We’ve also got a new story about retail product tagging from ace retail product tagging reporter Alan Hyder. He previously reported on meat. Today, it’s shoes. Previously, I had not thought that expensive cuts of meat and shoes had very much in common. Other than when I am wearing my meat shoes. Also, my leather shoes. It’s an interesting story!

Continuing our meaty theme, Interconnective is selling ‘TurtleSkin’ gloves and armguards for security officers. This would be more distasteful if the products were actually made from turtles. Which they aren’t. They are not actually made of turtles. They’re synthetic! Truly.

VSG has acquired Rampart Security. That’s today’s breaking acquisition news. Good for them? You decide.

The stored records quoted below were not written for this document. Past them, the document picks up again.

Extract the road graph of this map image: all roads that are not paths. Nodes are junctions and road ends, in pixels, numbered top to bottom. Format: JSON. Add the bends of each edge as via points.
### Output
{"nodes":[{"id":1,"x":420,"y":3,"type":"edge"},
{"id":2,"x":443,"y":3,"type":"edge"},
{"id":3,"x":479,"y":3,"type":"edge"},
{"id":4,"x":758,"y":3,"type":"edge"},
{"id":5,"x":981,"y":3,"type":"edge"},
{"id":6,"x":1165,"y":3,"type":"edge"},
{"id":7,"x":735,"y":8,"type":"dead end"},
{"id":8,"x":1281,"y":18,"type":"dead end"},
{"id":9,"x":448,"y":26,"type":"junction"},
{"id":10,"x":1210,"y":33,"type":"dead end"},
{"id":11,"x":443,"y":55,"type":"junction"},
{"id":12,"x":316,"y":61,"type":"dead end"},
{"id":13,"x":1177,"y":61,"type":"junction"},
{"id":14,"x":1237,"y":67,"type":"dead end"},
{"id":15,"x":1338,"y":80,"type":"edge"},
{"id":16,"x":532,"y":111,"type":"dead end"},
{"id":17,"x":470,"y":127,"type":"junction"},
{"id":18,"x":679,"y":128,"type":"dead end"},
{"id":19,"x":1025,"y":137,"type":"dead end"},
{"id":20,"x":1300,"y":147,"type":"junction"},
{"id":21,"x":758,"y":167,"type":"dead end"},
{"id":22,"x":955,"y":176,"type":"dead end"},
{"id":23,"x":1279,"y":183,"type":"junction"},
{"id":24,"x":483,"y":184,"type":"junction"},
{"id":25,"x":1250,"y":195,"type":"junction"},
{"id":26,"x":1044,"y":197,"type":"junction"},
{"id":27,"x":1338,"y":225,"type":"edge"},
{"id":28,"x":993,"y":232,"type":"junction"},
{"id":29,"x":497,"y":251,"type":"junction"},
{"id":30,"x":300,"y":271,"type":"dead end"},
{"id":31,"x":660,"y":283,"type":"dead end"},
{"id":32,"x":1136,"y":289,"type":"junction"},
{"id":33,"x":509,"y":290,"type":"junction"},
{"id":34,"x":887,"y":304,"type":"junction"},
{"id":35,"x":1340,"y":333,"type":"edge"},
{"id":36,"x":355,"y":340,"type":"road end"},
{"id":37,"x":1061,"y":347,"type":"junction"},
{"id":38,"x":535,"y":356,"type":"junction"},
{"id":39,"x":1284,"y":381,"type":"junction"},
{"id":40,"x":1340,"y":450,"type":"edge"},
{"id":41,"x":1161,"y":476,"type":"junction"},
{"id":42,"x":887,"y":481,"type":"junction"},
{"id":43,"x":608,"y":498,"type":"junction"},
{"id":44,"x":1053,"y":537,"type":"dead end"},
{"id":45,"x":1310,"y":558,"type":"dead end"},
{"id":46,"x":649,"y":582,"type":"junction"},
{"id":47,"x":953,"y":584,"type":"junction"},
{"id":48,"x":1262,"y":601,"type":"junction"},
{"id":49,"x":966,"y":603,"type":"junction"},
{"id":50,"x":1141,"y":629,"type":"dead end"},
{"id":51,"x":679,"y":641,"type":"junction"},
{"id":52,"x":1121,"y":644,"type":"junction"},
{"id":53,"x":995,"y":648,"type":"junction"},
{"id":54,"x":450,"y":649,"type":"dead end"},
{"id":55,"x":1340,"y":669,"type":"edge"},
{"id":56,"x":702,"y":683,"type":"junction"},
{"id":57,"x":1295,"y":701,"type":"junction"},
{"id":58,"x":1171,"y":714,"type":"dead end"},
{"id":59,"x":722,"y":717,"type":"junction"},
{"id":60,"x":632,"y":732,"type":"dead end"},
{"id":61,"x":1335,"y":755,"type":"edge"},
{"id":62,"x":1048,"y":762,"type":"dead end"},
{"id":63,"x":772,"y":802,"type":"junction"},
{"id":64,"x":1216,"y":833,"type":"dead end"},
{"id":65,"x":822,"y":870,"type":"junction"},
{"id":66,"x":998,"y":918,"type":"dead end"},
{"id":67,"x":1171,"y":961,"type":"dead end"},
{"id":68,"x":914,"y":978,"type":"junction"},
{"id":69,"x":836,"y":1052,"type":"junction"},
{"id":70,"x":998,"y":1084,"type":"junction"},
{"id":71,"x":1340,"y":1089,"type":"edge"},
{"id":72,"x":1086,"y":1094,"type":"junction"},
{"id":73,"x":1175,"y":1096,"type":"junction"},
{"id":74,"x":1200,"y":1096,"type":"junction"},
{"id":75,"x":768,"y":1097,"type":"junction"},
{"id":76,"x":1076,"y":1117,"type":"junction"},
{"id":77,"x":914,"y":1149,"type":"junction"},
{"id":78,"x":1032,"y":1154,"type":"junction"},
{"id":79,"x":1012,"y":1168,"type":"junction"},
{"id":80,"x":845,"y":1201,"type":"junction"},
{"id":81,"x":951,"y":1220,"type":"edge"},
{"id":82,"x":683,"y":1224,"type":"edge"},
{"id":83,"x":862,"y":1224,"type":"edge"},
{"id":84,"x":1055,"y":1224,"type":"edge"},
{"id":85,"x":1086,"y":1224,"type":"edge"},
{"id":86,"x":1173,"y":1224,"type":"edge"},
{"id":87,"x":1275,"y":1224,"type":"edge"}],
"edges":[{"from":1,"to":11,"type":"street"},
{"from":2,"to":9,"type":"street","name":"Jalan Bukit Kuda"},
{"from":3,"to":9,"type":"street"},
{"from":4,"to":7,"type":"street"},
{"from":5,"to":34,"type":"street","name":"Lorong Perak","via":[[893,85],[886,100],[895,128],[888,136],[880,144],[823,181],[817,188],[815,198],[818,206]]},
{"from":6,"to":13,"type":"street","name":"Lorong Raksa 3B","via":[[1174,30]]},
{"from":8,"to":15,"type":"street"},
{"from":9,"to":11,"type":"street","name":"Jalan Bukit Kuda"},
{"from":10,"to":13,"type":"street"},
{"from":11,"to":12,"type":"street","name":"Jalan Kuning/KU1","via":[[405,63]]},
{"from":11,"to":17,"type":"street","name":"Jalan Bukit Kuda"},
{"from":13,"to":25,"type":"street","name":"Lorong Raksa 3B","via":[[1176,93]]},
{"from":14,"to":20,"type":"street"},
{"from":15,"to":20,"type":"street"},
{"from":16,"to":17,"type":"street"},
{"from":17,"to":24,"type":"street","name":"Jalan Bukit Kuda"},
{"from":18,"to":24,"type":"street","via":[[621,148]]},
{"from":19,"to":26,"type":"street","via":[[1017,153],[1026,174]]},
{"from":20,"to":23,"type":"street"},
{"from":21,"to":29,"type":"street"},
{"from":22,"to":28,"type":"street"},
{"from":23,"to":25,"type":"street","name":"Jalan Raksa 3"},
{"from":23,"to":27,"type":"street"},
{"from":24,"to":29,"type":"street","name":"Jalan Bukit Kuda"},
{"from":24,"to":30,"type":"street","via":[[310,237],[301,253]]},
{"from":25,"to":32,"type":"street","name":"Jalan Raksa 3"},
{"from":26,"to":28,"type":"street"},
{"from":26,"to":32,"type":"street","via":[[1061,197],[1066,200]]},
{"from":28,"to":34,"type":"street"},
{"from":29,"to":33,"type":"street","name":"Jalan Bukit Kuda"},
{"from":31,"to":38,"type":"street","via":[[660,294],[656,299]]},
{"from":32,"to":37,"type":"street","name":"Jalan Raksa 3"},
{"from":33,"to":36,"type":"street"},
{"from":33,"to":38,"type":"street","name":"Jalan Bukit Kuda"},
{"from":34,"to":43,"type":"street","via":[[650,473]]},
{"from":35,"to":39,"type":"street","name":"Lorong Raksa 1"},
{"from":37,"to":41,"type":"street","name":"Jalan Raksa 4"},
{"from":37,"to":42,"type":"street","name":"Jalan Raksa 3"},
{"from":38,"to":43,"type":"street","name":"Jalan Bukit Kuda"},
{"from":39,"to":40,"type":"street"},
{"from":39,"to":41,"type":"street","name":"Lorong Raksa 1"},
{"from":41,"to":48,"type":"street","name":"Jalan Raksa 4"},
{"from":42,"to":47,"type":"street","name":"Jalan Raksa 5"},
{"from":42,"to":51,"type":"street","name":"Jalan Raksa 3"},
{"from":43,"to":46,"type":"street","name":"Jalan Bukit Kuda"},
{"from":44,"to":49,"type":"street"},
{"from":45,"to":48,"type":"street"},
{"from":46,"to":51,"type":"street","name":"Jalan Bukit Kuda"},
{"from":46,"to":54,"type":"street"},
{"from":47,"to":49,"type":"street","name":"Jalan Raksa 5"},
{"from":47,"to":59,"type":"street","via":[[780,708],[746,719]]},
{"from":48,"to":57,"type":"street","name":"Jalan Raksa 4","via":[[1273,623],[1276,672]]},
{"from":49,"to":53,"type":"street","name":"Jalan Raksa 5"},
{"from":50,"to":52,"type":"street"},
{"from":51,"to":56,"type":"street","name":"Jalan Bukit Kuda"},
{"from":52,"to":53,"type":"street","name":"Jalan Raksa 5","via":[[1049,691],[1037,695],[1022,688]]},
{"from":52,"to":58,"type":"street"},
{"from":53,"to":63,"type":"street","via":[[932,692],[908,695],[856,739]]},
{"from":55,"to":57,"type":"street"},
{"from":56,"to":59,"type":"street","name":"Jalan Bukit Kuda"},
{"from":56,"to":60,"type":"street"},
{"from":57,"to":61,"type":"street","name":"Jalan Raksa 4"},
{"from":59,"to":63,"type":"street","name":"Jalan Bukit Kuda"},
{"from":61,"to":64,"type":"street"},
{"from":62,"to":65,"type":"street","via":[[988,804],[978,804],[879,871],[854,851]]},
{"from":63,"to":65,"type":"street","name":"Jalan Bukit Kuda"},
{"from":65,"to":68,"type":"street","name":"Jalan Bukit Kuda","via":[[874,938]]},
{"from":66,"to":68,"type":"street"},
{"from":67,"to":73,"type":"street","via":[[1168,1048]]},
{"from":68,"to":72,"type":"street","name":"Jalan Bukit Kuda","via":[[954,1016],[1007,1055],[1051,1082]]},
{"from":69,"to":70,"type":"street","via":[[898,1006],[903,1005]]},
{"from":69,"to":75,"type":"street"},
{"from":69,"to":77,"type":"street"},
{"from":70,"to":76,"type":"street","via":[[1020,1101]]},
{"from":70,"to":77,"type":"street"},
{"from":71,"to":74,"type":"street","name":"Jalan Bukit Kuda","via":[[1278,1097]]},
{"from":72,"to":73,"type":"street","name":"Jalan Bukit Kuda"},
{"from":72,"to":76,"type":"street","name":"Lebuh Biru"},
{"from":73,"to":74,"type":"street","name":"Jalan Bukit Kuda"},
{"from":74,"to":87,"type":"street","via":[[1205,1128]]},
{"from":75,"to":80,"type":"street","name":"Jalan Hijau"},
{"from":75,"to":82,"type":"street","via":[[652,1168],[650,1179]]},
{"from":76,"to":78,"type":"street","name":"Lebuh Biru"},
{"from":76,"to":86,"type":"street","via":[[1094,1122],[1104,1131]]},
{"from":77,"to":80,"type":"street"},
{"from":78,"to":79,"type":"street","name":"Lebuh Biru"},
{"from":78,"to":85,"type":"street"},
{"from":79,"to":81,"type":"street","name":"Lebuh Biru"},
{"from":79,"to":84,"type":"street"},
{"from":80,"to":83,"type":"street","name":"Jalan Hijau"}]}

Every week we feature a lovely job from delightful security jobs website Jobs for Security. This week it’s a chance to work on the 2012 Olympics. That’s a genuine employment opportunity right there. There are other jobs available also!

And if you feel like going to a conference, why not make it one of these: Business Continuity and Crisis Management, and Impenetrable Buildings and Perimeters. They will be magnificent.

Go ahead and visit info4security.com and ifsec.co.uk. Go on.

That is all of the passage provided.